John Vincent Daniels Jr. Square
Vincent Daniels Square
This square honors Vincent Daniels, Jr., a Woodside resident killed in action during World War I. He served as a Private 1st Class in the 102nd Field Signal Company and lost his life during the final days of the war in 1918. In 1933 the Board of Alderman named this site Vincent Daniels Square, “to pay tribute to a son of Queens County who made the supreme sacrifice in the World War.”
During New York's colonial period, Woodside was known as "suicide's paradise," as it was largely comprised of snake-infested swamps and wolf-ridden woodlands. The Dutch gave Father John Doughty, a colonist from Massachusetts, a charter for 13,000 acres in 1642, and thus began the region's settlement. During the mid-1800s, several wealthy men moved from Charleston, South Carolina to build mansions in the region, including John Kelly. Kelly's son John Andrew Kelly worked as a newspaper man and wrote a set of articles entitled "Letters from Woodside," romanticizing his view of the woods from his window. When developer Benjamin Hitchcock bought the Kelly estate in 1867 to develop a village, he favored the name Woodside over "suicide's paradise" for his new town.
Woodside saw a huge building boom in 1869, when Hitchcock divided the Kelly farm into lots, which he sold for between $100 and $300 each. He also built streets in the village, and his interest encouraged other builders to join in developing the area. Eventually, other large estates were sold and developed. The Long Island and the Flushing Rail Road companies merged and opened a station in Woodside in 1895. When the Queensboro Bridge opened in 1909, the population of Woodside rose to nearly six thousand people. Elevated train lines branched into the neighborhood and opened in 1917, causing the population to jump again. In the 1920s, the last tracts of undeveloped land disappeared. After World War II (1939-1945), many of the houses in Woodside were torn down to make way for apartment buildings.
In 1920 the City acquired this parcel of land and by 1924 Queens Borough President Maurice E. Connolly (1880-1935) had begun to develop it as a small park. In July 1934, Borough President George U. Harvey conveyed the land to Parks. A landscape plan from 1935 reveals that the site featured three walkways connecting at the center of the triangle with areas designated for benches, and a newsstand.

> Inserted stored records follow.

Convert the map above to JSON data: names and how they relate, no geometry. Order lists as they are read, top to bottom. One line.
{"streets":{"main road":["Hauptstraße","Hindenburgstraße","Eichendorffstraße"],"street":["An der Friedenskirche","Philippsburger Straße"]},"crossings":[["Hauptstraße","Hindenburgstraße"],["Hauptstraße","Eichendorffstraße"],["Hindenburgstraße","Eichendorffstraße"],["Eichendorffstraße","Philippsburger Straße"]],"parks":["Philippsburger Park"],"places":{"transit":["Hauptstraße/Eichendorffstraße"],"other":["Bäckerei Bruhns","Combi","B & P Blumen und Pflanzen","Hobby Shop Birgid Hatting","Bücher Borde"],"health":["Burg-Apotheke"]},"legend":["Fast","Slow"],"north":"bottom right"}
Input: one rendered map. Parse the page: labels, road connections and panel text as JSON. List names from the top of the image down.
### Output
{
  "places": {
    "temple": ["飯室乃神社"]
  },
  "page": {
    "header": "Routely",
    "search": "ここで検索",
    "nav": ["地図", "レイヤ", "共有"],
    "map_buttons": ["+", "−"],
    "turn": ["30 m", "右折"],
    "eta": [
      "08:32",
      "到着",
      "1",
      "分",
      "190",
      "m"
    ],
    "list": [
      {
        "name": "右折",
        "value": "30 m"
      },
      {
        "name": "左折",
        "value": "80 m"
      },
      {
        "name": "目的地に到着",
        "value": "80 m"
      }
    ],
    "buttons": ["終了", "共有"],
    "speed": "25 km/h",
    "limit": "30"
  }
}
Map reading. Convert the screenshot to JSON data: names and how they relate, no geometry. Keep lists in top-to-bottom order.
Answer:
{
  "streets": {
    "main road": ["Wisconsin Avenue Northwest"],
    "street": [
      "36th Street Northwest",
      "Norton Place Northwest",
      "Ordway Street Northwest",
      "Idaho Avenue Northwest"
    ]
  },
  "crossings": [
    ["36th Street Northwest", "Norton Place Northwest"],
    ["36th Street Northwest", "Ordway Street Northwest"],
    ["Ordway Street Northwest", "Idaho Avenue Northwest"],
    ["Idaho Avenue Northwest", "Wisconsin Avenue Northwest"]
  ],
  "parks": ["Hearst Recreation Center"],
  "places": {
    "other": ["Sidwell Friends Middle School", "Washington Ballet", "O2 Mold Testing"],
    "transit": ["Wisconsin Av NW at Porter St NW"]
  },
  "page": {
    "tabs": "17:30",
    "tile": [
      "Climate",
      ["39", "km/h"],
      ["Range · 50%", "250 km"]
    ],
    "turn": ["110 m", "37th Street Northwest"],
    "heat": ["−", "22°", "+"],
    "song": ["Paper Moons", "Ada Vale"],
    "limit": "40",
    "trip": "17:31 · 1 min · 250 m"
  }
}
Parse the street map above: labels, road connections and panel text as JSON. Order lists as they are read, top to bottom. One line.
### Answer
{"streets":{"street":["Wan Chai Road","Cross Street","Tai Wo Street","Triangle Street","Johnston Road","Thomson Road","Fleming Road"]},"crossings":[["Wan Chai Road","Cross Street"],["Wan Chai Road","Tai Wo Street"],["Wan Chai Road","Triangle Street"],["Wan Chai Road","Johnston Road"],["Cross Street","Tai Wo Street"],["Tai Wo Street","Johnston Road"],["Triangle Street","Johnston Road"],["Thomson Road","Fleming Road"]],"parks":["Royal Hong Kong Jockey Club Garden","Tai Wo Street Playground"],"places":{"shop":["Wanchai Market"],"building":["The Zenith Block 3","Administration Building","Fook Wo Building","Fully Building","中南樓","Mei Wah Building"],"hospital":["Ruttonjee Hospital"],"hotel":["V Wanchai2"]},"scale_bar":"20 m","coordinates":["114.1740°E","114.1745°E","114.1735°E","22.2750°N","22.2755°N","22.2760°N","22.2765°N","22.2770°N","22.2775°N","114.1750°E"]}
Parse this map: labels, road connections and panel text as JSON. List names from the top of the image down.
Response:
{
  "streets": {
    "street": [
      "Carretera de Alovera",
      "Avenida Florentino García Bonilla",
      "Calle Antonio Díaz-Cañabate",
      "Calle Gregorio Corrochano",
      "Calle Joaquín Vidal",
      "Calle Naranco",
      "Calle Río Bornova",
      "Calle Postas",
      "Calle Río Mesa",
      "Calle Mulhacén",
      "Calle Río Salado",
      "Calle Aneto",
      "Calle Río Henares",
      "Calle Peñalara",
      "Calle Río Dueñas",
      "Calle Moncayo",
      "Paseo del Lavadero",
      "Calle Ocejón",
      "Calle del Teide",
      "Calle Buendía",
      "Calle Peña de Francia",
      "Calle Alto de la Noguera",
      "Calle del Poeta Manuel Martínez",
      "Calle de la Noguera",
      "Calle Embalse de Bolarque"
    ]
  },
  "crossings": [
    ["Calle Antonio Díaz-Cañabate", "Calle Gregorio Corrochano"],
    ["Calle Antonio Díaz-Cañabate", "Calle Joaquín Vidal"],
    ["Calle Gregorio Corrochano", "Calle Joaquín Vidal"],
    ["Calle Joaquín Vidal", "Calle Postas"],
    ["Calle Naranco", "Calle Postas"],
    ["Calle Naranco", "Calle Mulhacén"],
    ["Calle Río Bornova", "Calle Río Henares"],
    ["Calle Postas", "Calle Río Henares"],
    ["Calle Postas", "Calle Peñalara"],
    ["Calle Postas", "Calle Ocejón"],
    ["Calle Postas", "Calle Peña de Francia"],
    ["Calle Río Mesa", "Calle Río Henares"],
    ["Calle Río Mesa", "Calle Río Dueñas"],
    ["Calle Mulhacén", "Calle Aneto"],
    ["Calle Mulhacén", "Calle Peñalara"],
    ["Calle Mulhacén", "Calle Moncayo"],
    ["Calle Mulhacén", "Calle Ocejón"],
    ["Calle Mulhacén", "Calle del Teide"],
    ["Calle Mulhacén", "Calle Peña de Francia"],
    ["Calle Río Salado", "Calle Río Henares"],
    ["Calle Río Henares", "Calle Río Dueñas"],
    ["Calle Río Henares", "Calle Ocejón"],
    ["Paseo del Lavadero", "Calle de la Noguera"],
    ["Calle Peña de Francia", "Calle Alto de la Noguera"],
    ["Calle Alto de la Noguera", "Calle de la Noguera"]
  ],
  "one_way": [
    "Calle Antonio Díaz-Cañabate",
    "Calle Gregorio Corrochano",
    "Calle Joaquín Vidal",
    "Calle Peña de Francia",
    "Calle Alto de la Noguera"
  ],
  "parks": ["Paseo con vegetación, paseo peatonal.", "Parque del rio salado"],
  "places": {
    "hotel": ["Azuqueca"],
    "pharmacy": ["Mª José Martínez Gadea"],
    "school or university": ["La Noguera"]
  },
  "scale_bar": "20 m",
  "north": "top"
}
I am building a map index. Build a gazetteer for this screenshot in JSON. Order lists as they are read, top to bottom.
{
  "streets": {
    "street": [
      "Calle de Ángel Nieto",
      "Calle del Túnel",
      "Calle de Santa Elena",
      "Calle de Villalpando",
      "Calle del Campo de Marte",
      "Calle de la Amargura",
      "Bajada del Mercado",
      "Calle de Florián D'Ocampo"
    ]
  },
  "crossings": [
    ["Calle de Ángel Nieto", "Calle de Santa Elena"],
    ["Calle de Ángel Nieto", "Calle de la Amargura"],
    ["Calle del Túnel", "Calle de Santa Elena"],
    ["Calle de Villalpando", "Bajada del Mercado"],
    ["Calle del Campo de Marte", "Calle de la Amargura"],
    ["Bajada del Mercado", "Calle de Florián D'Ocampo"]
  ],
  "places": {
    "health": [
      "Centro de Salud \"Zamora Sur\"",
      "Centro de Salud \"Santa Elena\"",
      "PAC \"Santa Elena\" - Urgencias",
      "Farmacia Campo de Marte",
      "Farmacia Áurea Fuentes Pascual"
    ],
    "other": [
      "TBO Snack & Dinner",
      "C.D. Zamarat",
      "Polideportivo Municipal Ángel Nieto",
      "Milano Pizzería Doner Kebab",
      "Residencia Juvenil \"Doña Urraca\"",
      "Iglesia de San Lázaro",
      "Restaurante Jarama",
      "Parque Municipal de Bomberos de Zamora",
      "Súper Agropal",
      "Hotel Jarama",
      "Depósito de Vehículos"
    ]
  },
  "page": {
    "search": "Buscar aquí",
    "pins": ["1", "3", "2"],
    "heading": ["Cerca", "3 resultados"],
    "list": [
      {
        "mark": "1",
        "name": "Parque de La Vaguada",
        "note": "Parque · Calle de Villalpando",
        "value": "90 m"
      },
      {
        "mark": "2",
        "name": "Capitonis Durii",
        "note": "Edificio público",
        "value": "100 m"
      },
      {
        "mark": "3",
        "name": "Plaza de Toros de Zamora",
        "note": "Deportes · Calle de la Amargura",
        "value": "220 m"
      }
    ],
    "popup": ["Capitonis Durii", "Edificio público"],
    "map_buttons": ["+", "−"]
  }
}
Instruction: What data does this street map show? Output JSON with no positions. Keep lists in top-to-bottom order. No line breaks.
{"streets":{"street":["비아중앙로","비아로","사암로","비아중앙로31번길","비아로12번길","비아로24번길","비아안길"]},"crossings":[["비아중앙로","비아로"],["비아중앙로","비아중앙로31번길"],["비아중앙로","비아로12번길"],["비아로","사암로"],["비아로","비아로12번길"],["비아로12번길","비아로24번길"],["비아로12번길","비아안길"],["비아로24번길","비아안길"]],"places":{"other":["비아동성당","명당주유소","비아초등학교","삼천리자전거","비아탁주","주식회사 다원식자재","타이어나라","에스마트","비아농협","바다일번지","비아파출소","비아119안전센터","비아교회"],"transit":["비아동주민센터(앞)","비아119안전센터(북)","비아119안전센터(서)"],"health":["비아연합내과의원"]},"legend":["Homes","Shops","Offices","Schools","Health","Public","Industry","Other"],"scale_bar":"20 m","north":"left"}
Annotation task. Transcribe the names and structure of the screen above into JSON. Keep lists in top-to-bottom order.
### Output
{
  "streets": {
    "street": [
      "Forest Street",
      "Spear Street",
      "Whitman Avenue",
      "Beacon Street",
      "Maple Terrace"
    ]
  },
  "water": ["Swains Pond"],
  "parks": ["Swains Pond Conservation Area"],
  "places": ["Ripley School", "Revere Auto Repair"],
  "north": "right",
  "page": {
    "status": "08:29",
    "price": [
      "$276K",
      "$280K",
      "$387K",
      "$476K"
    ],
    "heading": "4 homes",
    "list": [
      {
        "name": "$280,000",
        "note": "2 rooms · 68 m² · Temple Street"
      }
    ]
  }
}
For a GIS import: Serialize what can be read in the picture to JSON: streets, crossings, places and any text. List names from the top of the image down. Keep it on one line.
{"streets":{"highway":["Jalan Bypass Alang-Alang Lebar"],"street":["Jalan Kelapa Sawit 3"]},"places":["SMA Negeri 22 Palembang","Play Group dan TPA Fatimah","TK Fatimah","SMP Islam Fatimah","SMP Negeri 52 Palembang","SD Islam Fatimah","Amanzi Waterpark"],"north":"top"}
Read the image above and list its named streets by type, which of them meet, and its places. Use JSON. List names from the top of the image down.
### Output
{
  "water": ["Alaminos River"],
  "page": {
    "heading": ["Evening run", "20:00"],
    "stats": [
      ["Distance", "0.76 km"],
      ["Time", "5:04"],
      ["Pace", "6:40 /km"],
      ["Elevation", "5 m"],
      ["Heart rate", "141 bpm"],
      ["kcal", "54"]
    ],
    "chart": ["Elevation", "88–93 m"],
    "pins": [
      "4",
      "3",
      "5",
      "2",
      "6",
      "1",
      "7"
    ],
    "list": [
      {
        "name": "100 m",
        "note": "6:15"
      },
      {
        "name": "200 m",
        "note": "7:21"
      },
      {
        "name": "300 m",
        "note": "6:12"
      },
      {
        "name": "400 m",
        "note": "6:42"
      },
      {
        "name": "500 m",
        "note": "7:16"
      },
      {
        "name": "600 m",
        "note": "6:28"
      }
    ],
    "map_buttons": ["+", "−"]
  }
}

Vincent Daniels Square is bounded by Roosevelt and 43rd avenues, and 51st Street, and is characterized by a flagpole that stands on an upraised platform, a water fountain, walkways, benches, trees, and bushes. At the eastern apex of the triangle stands a bronze commemorative plaque buttressed by a granite platform. The memorial honors Private Daniels for sacrificing his life for his country and others around the world.
In 1983 Mayor Edward I. Koch sponsored renovations at Vincent Daniels Square. New curbs and fencing were installed, the flagpole was reset, and trees were planted.